After being asked a few times since my return home about things that CFD could potentially do to address some of the current challenges I jotted down a few ideas. Some are old and familiar to those who have followed me. Others may be new.
But, what I would like to start by saying is this: The CFD does an amazing job and has an excellent group of women and men who are among the best Firefighters and Paramedics in this nation. Nothing that I ever write should ever be construed as me suggesting otherwise. I only offer my ideas because of my unique background and the experiences I have had over my twenty plus years in Public Safety.
When you dispatch in the busiest department in the country and for some of the craziest days in that busiest department's history, you learn a few things. And I feel those things are worth sharing. Even more than from the busy days, I have learned from my mentors in the fire service. Many of whom served right here in Columbus. It is from them I learned how to do relocations, even before I made it to the FDNY. It is from conversations with "Township Medics" that I first learned about the importance of having a priority based EMS system, and it was from a few really nasty Central Ohio Thunderstorms that I first learned about resource management.
Take these suggestions as you will. Hopefully they start a conversation. The one truth that is inescapable is that Columbus will keep growing, the calls will keep coming and that some improvements in the System will yield positive dividends for responders and the public.
1) Move away from AVL based dispatching, especially for BLS EMS Runs
a. Reporting should be divided into a more precise number of segments
i. BLS, ALS, Other, Structure Fire, Non Structure Fire
ii. Assignment of BLS and other should be to a CFD unit unless the CFD unit is greater than 10 minutes away
b. Personnel should be trained not to assign township medics to city runs when those units are coming out of a hospital far from their service area)
c. MCI units should be assigned additional medics that are close but that do not deplete resources in an entire area of town. (assign every other medic, or assign from different areas of the city)
2) Switch to ETA based assignments—which include average time of dispatch for Automatic Aid Units—improving response time and reducing reliance and dependency
3) Improve Move-Up Functionality
a. Only move up when companies are long term out of service (> 30 minutes)

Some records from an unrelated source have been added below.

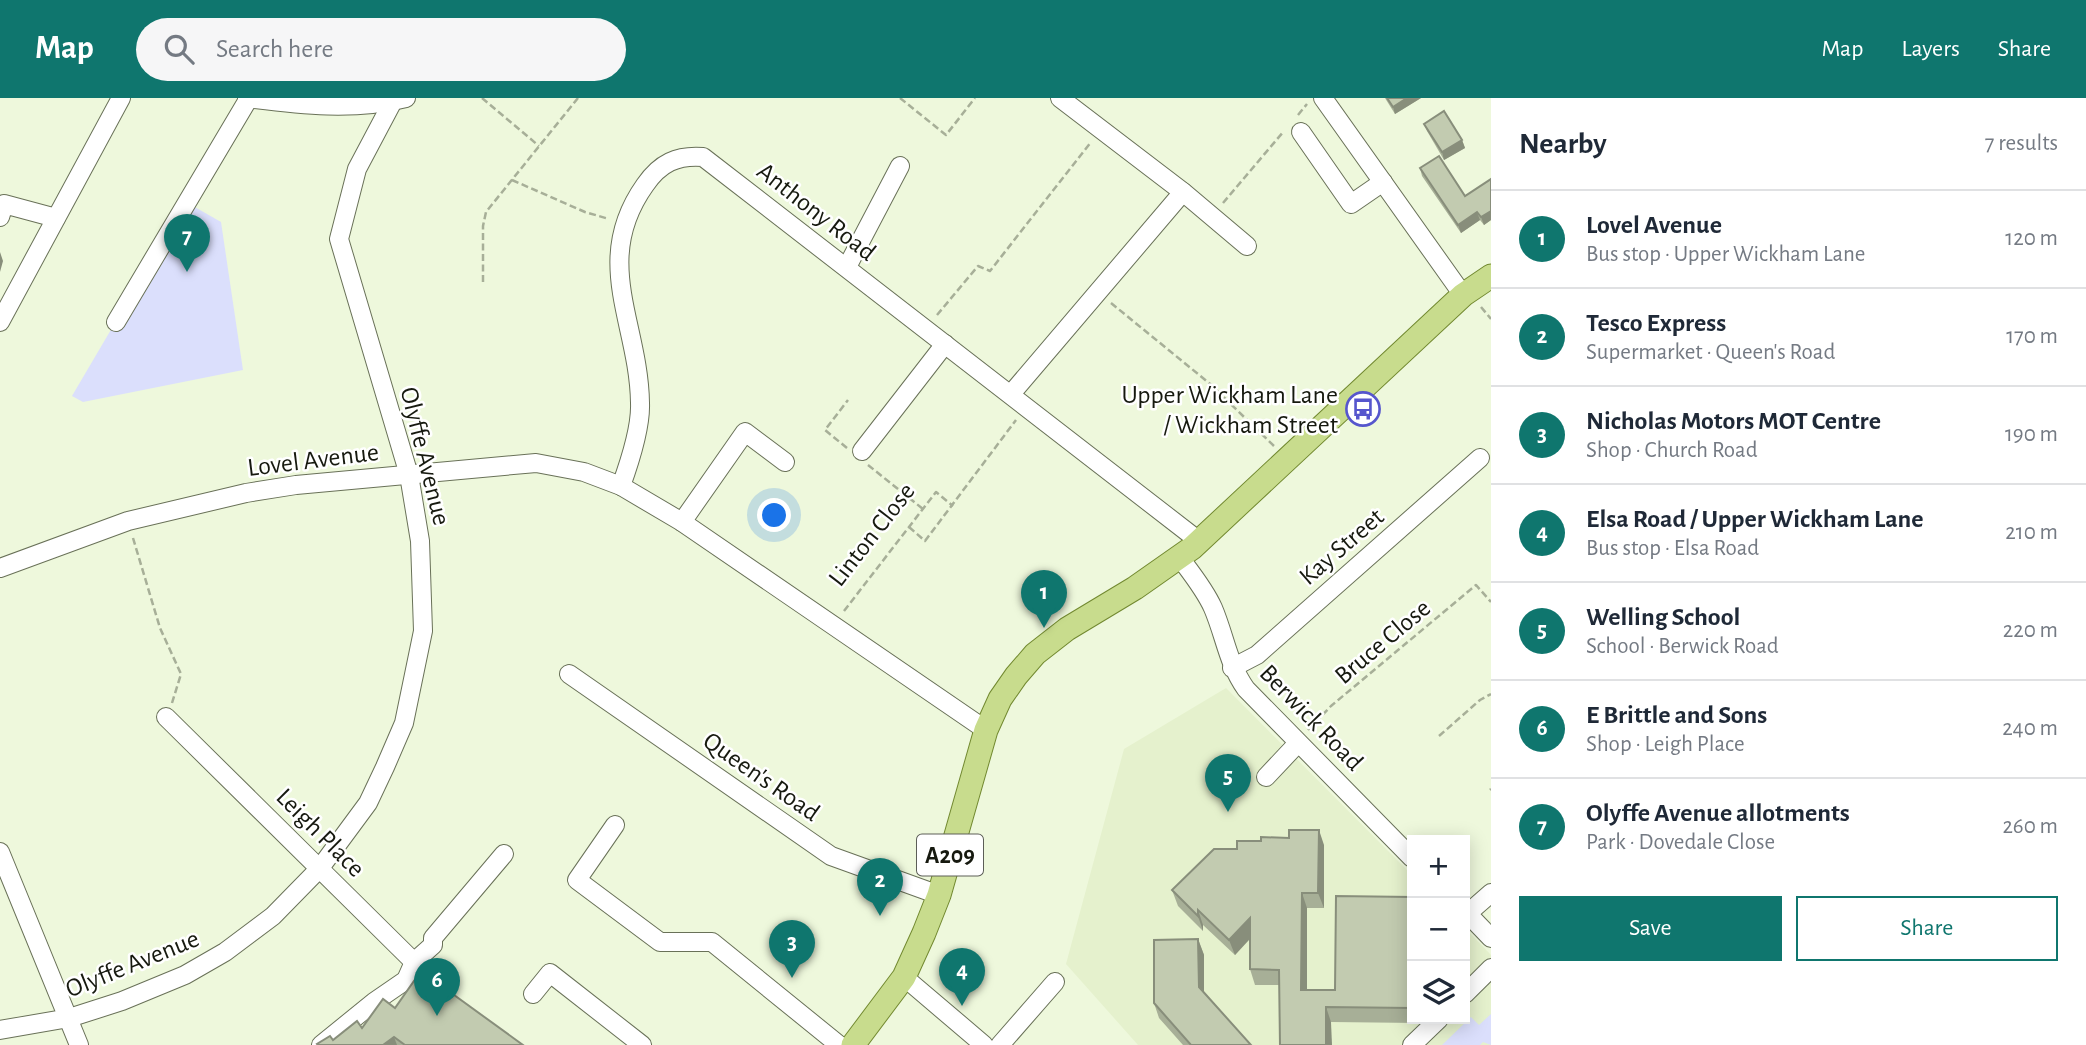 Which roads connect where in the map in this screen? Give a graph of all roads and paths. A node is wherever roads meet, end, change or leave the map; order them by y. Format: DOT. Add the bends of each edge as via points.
graph roads {
  1 [pos="121,98"];
  2 [pos="248,98"];
  3 [pos="482,98"];
  4 [pos="578,98"];
  5 [pos="900,98"];
  6 [pos="975,98"];
  7 [pos="1060,98"];
  8 [pos="1312,98"];
  9 [pos="1323,98"];
  10 [pos="400,100"];
  11 [pos="332,102"];
  12 [pos="1293,127"];
  13 [pos="1101,130"];
  14 [pos="539,146"];
  15 [pos="900,166"];
  16 [pos="512,180"];
  17 [pos="1383,182"];
  18 [pos="1183,192"];
  19 [pos="0,217"];
  20 [pos="1212,217"];
  21 [pos="56,218"];
  22 [pos="625,224"];
  23 [pos="1247,246"];
  24 [pos="847,267"];
  25 [pos="1491,276"];
  26 [pos="484,282"];
  27 [pos="1097,293"];
  28 [pos="1463,295"];
  29 [pos="0,322"];
  30 [pos="116,322"];
  31 [pos="925,329"];
  32 [pos="946,344"];
  33 [pos="1011,394"];
  34 [pos="1027,406"];
  35 [pos="862,451"];
  36 [pos="1286,458"];
  37 [pos="1480,458"];
  38 [pos="785,462"];
  39 [pos="408,475"];
  40 [pos="621,486"];
  41 [pos="953,506"];
  42 [pos="128,521"];
  43 [pos="682,522"];
  44 [pos="909,527"];
  45 [pos="1199,541"];
  46 [pos="1180,558"];
  47 [pos="0,568"];
  48 [pos="1491,602"];
  49 [pos="834,625"];
  50 [pos="1232,668"];
  51 [pos="569,674"];
  52 [pos="1491,694"];
  53 [pos="166,717"];
  54 [pos="986,730"];
  55 [pos="1438,736"];
  56 [pos="1297,742"];
  57 [pos="1266,777"];
  58 [pos="615,825"];
  59 [pos="0,852"];
  60 [pos="1407,853"];
  61 [pos="504,854"];
  62 [pos="320,868"];
  63 [pos="1491,893"];
  64 [pos="939,895"];
  65 [pos="1470,910"];
  66 [pos="1470,917"];
  67 [pos="1491,938"];
  68 [pos="414,962"];
  69 [pos="1491,968"];
  70 [pos="904,977"];
  71 [pos="1055,982"];
  72 [pos="1470,989"];
  73 [pos="533,994"];
  74 [pos="69,1018"];
  75 [pos="1434,1024"];
  76 [pos="0,1030"];
  77 [pos="79,1045"];
  78 [pos="321,1045"];
  79 [pos="642,1045"];
  80 [pos="839,1045"];
  81 [pos="853,1045"];
  82 [pos="984,1045"];
  83 [pos="1000,1045"];
  84 [pos="1412,1045"];
  1 -- 21 [label="street"];
  2 -- 11 [label="street"];
  2 -- 30 [label="street"];
  3 -- 14 [label="path"];
  4 -- 14 [label="path"];
  5 -- 6 [label="path" via="946,135"];
  7 -- 13 [label="street"];
  8 -- 12 [label="path"];
  9 -- 17 [label="street"];
  10 -- 11 [label="street"];
  10 -- 39 [label="street, Olyffe Avenue" via="357,169 339,239"];
  12 -- 17 [label="street" via="1351,204"];
  12 -- 20 [label="path"];
  13 -- 18 [label="street"];
  13 -- 31 [label="path" via="990,271 978,266"];
  14 -- 16 [label="path"];
  15 -- 24 [label="street"];
  16 -- 22 [label="path"];
  16 -- 26 [label="path" via="486,212"];
  17 -- 28 [label="street"];
  18 -- 20 [label="street"];
  18 -- 27 [label="street"];
  19 -- 21 [label="street" via="4,204"];
  20 -- 23 [label="street"];
  21 -- 29 [label="street"];
  22 -- 24 [label="street, Anthony Road" via="654,171 670,160 703,157"];
  22 -- 40 [label="street, Anthony Road" via="618,272 636,359 640,405"];
  24 -- 31 [label="street, Anthony Road"];
  25 -- 28 [label="main road, A209"];
  27 -- 33 [label="street"];
  27 -- 36 [label="path" via="1209,383"];
  28 -- 36 [label="main road, A209"];
  31 -- 32 [label="street, Anthony Road"];
  32 -- 33 [label="street, Anthony Road"];
  32 -- 35 [label="street"];
  33 -- 34 [label="street, Anthony Road"];
  34 -- 41 [label="path, Linton Close"];
  34 -- 45 [label="street, Anthony Road"];
  36 -- 45 [label="main road, A209"];
  37 -- 50 [label="street, Kay Street" via="1257,656"];
  38 -- 43 [label="street" via="745,432"];
  39 -- 40 [label="street, Lovel Avenue" via="536,463 584,472"];
  39 -- 42 [label="street, Lovel Avenue" via="246,493"];
  39 -- 62 [label="street, Olyffe Avenue" via="423,591 416,674 404,723 368,803"];
  40 -- 43 [label="street, Lovel Avenue"];
  41 -- 44 [label="path, Linton Close" via="925,541"];
  41 -- 44 [label="path, Linton Close" via="936,492"];
  42 -- 47 [label="street, Lovel Avenue"];
  42 -- 53 [label="path" via="160,628 181,674"];
  43 -- 49 [label="street, Lovel Avenue"];
  44 -- 49 [label="path, Linton Close"];
  45 -- 46 [label="main road, A209"];
  46 -- 50 [label="street, Berwick Road" via="1213,608"];
  46 -- 54 [label="main road, A209" via="1035,654 1000,699"];
  48 -- 56 [label="path, Bruce Close" via="1476,584 1331,706"];
  49 -- 54 [label="street, Lovel Avenue"];
  50 -- 56 [label="street, Berwick Road" via="1250,695"];
  51 -- 64 [label="street, Queen's Road" via="831,856"];
  52 -- 55 [label="path"];
  53 -- 62 [label="street, Leigh Place"];
  54 -- 64 [label="main road, A209"];
  56 -- 57 [label="street"];
  56 -- 60 [label="street, Berwick Road"];
  58 -- 80 [label="street" via="577,880 660,942 712,942"];
  59 -- 74 [label="street"];
  61 -- 68 [label="street" via="433,938 433,945"];
  62 -- 68 [label="street, Leigh Place"];
  62 -- 74 [label="street, Olyffe Avenue" via="273,916 225,952 184,975"];
  63 -- 65 [label="street"];
  64 -- 70 [label="main road, A209"];
  66 -- 67 [label="street"];
  68 -- 78 [label="street" via="406,980"];
  69 -- 72 [label="street"];
  70 -- 81 [label="main road, A209"];
  70 -- 82 [label="street"];
  71 -- 83 [label="street"];
  73 -- 79 [label="street" via="550,973"];
  74 -- 76 [label="street, Olyffe Avenue"];
  74 -- 77 [label="street"];
  75 -- 84 [label="street"];
}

b. Utilize “1 in 3” rule (when 3 adjacent like type units are not available long term—move up one unit to cover that area)
c. Do not assign move-up companies to the original incident unless there is a critical life safety need
4) Assign EMT driver to outlying Medic Transport Units (5, 26, 27, 28, 29, 30, 31, 32, 33, 34)
a. This can be accommodated in CAD to ensure they respond alone expect on Arrest
b. Ensures Paramedics remain available for next incident in the same area.
c. Extra firefighter available in remote areas in the event of a working fire
5) Add 800 series medic units at additional stations
a. Daytime 800 series: Williams Road; Station 241; Station 33; Station 162
b. Agreements should be established to house CFD units at county stations until city stations can be built in underserved areas
6) Utilize the 800 Series Units to “Move-Up” into areas with depleted resources
a. In the event that several adjacent medic units are transporting, the 800 series units can be redeployed to serve those areas without depleting resources
7) Remove Engines from Difficulty Breathing and Chest-Pain Call-Types
8) Improve coordination and management of resources as well as firefighter safety by streamlining radio channel operations
a. Introduce Fire Operations Channel and EMS Operations Channel
b. All Units will stay on these channels at all times
c. Runs will be “aired” only one time—unless unit has not acknowledged
d. Fire Units will switch to assign Tac Talkgroup on arrival at scene.
e. Fire and EMS Voice Dispatch (Locution) will be for the benefit of stations only
9) Alarm Office Personnel should be more consistently assigned to the FAO—“part-time” dispatching is not effective in a large city environment—this could include a regular rotation with gaps filled by Overtime
10) CAD programming should be enhanced to take advantage of:
a. Redirection of units to higher-priority units
b. The display of a large map with firehouses, units and active incidents so that dispatchers and officers have improved spatial awareness and an understanding of the impact of incidents on response time.